Task data
::::::

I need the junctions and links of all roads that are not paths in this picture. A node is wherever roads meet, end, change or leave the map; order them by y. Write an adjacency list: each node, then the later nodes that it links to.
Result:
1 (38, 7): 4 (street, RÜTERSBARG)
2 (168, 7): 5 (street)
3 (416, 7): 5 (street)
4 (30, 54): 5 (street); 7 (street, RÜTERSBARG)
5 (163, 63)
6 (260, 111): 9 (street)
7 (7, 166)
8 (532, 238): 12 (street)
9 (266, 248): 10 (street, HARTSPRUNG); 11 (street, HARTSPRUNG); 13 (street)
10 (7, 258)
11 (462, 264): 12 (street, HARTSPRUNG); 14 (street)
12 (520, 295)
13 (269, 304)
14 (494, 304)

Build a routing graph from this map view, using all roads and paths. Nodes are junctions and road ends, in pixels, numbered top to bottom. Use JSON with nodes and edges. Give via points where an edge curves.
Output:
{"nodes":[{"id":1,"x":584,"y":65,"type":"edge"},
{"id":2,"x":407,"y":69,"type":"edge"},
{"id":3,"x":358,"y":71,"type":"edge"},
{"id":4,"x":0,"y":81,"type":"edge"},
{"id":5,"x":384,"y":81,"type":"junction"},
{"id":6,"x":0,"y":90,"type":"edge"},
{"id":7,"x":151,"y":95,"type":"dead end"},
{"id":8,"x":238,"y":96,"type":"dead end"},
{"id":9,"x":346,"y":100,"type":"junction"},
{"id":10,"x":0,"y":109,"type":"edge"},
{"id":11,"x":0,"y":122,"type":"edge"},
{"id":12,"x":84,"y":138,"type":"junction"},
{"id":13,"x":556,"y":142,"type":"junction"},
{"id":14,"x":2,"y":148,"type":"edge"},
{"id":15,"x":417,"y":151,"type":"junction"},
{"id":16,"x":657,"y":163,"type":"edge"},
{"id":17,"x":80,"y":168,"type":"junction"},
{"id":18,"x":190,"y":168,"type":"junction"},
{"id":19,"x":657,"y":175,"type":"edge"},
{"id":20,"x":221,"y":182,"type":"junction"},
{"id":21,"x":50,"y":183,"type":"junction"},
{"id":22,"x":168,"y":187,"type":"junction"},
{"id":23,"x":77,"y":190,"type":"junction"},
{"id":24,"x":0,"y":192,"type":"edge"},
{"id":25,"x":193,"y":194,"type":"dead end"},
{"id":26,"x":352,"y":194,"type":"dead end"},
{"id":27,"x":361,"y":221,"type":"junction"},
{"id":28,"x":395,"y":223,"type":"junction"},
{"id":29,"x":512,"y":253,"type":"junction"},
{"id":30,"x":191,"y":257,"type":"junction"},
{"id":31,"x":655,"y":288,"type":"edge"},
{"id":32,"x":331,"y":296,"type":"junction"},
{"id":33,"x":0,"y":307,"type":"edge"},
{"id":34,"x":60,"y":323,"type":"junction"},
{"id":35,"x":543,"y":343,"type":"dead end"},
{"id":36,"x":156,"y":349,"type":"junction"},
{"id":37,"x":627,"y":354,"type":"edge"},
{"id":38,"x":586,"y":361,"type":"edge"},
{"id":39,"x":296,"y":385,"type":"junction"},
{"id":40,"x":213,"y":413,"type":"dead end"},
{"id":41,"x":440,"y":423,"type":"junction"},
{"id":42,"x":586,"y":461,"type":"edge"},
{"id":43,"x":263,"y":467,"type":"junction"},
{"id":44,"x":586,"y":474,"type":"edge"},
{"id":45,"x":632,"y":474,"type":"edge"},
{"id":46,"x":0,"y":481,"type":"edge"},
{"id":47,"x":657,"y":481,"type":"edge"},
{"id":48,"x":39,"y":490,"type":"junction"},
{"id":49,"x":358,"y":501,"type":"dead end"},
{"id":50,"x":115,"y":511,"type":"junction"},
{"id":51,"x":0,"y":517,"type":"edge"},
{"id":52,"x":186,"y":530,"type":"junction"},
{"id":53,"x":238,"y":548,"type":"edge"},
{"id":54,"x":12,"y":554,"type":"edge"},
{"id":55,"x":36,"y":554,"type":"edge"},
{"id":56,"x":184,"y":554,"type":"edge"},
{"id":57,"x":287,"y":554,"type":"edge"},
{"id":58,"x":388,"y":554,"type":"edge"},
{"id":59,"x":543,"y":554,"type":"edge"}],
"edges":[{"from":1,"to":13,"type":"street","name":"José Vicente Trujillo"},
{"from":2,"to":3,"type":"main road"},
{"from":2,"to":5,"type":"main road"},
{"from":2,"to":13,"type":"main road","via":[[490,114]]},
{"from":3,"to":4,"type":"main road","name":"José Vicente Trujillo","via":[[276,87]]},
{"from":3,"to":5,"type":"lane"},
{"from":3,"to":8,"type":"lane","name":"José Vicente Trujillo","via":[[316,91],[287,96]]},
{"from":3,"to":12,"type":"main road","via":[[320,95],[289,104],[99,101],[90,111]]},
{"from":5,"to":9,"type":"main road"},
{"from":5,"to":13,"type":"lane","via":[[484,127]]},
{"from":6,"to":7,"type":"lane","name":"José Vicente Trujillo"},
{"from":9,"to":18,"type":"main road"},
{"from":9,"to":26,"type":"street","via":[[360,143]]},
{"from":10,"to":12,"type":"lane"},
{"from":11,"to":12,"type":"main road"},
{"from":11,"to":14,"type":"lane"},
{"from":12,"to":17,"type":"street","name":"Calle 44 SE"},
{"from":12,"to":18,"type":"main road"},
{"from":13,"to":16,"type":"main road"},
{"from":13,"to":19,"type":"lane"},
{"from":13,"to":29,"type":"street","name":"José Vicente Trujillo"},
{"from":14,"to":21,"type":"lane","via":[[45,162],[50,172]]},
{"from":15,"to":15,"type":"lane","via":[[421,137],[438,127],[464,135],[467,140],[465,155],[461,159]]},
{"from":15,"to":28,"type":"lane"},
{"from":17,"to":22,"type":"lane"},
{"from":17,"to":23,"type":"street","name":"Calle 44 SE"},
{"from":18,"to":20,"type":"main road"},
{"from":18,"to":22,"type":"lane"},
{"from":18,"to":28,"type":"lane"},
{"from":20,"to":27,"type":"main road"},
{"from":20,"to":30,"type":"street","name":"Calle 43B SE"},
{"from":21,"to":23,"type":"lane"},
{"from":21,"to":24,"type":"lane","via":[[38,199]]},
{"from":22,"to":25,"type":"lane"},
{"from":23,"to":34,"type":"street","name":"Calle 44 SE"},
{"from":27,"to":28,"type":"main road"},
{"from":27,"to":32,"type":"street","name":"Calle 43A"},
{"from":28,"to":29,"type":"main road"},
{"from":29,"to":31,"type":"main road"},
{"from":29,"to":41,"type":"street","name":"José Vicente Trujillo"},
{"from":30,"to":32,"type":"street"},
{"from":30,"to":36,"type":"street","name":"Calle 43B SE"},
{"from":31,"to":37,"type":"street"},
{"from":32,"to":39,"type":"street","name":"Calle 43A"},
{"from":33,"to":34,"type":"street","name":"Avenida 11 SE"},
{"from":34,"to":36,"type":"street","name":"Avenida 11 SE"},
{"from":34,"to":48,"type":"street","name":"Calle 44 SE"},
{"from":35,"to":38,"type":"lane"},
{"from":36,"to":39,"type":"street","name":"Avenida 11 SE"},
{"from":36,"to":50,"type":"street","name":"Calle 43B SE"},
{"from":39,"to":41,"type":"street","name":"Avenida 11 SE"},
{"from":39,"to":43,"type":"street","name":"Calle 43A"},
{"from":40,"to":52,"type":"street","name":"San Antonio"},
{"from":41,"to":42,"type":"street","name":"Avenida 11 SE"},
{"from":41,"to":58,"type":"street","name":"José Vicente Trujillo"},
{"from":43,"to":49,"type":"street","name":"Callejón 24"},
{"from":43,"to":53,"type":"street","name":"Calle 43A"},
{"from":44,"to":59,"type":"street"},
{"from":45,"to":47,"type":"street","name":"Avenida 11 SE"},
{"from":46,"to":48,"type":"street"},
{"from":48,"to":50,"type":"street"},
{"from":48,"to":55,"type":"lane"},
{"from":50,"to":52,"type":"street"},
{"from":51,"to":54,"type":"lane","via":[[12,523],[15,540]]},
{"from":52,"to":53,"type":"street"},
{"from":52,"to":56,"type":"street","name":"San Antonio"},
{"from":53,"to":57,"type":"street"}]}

::::::

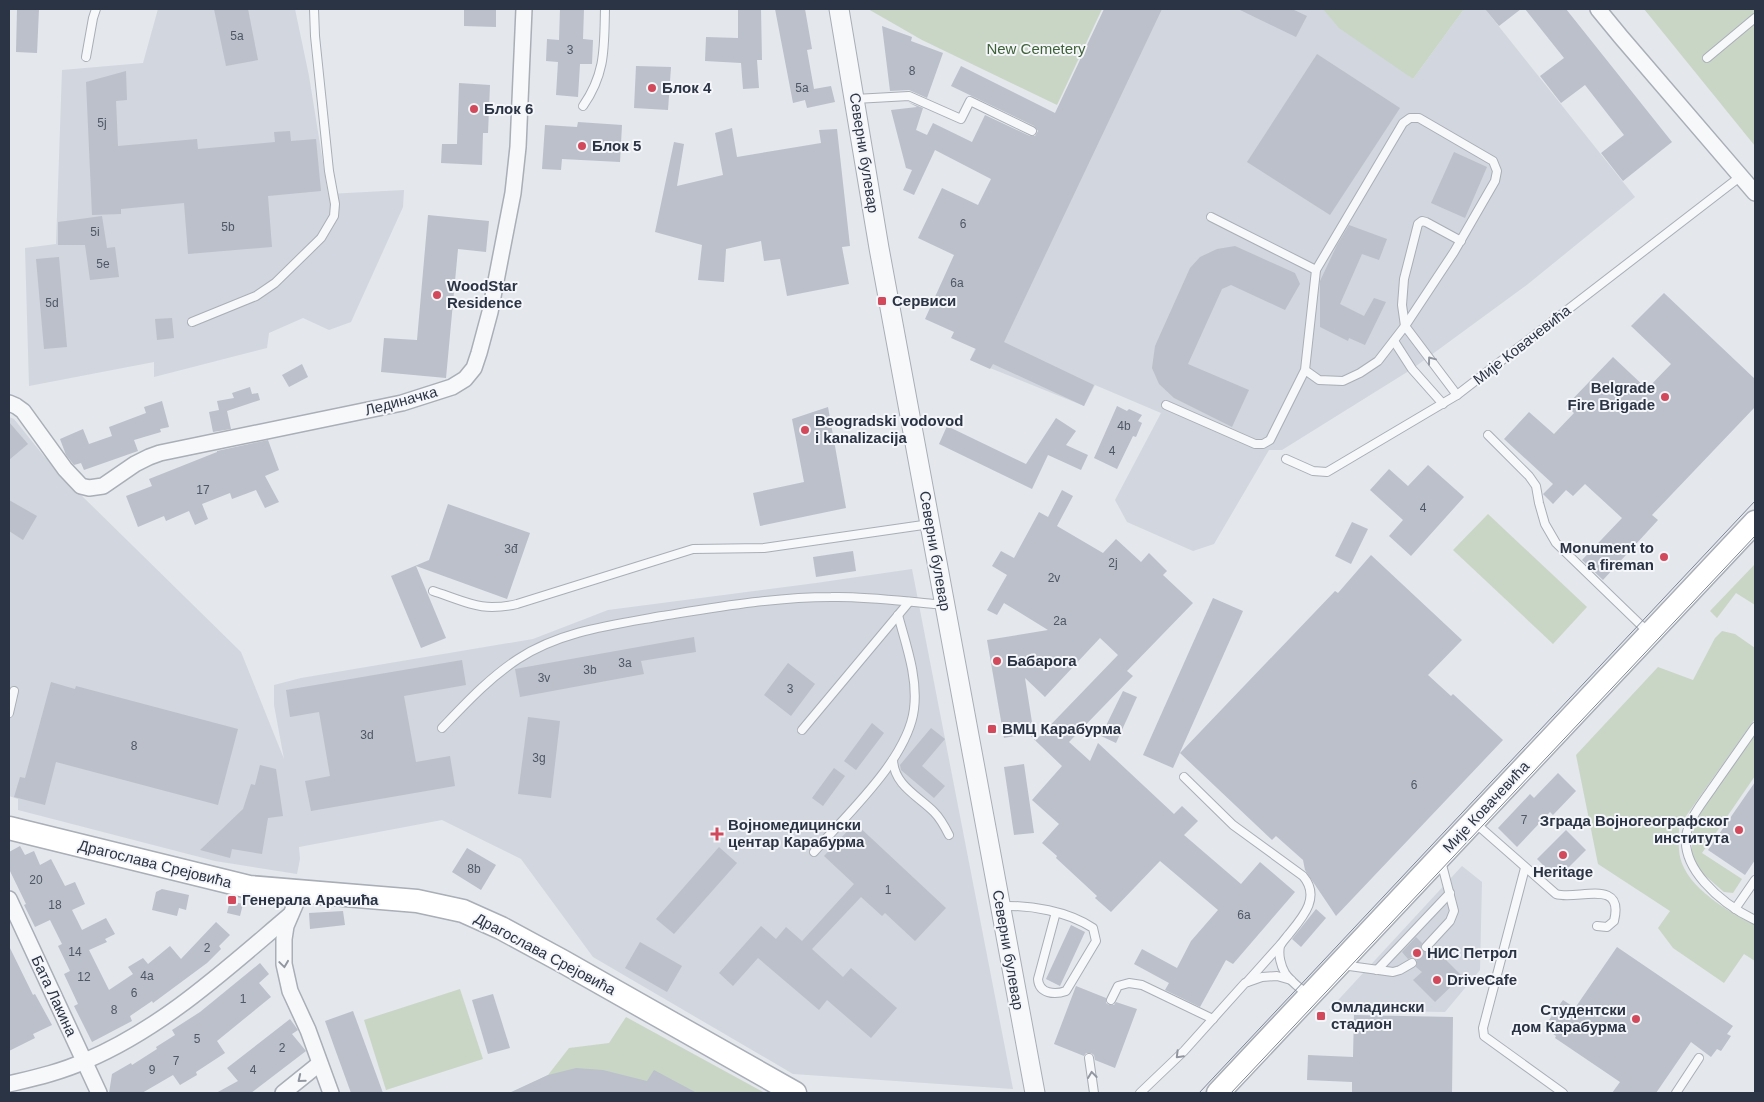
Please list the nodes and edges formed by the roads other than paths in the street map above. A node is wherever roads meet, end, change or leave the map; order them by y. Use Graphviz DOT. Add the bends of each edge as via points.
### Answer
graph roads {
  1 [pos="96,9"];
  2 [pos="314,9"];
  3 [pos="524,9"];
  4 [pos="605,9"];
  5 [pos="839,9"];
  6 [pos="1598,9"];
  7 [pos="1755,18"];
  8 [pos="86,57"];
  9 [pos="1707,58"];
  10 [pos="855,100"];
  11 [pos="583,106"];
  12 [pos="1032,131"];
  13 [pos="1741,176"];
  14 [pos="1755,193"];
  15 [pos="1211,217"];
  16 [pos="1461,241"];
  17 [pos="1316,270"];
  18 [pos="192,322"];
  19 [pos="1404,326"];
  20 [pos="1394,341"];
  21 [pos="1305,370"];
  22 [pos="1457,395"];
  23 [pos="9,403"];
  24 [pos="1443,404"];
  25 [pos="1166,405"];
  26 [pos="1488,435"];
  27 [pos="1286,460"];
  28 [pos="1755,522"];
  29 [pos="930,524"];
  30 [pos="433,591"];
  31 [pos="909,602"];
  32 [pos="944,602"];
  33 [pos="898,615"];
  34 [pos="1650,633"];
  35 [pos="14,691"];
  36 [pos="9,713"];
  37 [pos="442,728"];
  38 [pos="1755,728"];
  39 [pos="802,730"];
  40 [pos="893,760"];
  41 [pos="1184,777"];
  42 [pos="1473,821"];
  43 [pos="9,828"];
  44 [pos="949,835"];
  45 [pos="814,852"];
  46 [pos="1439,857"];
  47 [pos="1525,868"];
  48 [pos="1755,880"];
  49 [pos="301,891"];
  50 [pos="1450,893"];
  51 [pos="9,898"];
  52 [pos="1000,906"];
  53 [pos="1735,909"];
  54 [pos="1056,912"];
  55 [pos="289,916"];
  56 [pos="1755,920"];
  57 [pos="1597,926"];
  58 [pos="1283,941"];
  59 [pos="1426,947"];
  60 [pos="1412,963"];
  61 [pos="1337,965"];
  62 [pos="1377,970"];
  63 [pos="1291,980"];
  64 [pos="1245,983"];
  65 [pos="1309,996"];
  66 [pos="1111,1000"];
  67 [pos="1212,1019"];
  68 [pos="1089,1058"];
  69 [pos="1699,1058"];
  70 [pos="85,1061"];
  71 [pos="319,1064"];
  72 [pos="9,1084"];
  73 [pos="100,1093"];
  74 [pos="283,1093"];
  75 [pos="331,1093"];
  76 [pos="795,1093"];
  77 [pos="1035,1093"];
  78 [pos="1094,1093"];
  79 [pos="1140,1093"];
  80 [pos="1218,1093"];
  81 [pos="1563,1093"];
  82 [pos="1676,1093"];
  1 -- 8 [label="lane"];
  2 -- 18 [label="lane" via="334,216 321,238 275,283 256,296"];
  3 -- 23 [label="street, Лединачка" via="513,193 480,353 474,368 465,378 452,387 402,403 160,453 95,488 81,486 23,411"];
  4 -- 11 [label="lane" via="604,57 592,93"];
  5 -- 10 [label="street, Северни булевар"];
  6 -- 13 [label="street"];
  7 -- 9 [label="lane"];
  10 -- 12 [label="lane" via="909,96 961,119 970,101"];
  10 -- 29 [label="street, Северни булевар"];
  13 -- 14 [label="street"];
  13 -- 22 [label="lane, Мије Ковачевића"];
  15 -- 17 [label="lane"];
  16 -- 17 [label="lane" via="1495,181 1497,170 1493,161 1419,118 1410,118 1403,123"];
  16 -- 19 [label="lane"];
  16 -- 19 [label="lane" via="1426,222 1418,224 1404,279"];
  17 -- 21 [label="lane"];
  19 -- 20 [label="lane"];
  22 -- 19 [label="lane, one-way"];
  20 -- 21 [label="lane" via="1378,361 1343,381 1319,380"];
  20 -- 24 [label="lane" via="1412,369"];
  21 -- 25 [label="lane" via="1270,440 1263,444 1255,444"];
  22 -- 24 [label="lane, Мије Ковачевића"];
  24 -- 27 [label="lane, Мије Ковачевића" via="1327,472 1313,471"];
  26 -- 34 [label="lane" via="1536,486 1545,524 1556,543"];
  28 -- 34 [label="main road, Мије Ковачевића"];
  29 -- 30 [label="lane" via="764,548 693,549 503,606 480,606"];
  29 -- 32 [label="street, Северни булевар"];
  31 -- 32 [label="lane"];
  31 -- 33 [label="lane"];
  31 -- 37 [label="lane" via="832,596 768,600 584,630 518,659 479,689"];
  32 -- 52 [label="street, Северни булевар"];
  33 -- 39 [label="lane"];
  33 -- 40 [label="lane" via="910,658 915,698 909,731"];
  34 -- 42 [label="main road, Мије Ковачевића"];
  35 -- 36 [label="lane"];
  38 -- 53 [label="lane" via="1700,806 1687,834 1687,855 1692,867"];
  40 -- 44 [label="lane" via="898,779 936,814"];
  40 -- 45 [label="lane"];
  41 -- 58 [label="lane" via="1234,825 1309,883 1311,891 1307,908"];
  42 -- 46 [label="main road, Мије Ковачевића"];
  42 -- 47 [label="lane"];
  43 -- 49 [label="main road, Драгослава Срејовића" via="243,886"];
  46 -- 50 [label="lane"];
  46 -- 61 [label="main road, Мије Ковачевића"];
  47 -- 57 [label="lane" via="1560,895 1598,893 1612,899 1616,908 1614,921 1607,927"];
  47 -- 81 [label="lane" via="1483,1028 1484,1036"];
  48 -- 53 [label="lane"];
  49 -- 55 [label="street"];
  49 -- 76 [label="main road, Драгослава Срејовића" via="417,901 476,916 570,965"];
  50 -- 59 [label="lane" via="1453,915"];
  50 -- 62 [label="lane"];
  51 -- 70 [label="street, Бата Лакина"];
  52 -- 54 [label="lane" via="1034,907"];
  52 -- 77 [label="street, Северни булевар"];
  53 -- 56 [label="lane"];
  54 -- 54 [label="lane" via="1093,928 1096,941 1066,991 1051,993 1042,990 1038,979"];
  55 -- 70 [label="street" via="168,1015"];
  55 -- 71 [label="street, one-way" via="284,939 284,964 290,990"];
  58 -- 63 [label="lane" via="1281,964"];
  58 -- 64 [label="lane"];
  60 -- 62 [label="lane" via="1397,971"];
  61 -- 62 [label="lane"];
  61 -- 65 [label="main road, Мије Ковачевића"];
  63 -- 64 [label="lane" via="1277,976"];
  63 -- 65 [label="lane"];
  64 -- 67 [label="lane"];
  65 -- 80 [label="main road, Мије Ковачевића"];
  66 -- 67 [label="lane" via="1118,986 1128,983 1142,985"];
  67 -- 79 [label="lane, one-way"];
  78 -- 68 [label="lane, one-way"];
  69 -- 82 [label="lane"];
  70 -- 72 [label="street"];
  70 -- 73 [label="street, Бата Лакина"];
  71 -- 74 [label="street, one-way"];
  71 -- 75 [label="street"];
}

::::::

Your goal
Starting at the line that has "I need the junctions" and ending at the line that has "Build a routing", please write out the lines above exactly, leaving out all others.

Your response
I need the junctions and links of all roads that are not paths in this picture. A node is wherever roads meet, end, change or leave the map; order them by y. Write an adjacency list: each node, then the later nodes that it links to.
Result:
1 (38, 7): 4 (street, RÜTERSBARG)
2 (168, 7): 5 (street)
3 (416, 7): 5 (street)
4 (30, 54): 5 (street); 7 (street, RÜTERSBARG)
5 (163, 63)
6 (260, 111): 9 (street)
7 (7, 166)
8 (532, 238): 12 (street)
9 (266, 248): 10 (street, HARTSPRUNG); 11 (street, HARTSPRUNG); 13 (street)
10 (7, 258)
11 (462, 264): 12 (street, HARTSPRUNG); 14 (street)
12 (520, 295)
13 (269, 304)
14 (494, 304)

Build a routing graph from this map view, using all roads and paths. Nodes are junctions and road ends, in pixels, numbered top to bottom. Use JSON with nodes and edges. Give via points where an edge curves.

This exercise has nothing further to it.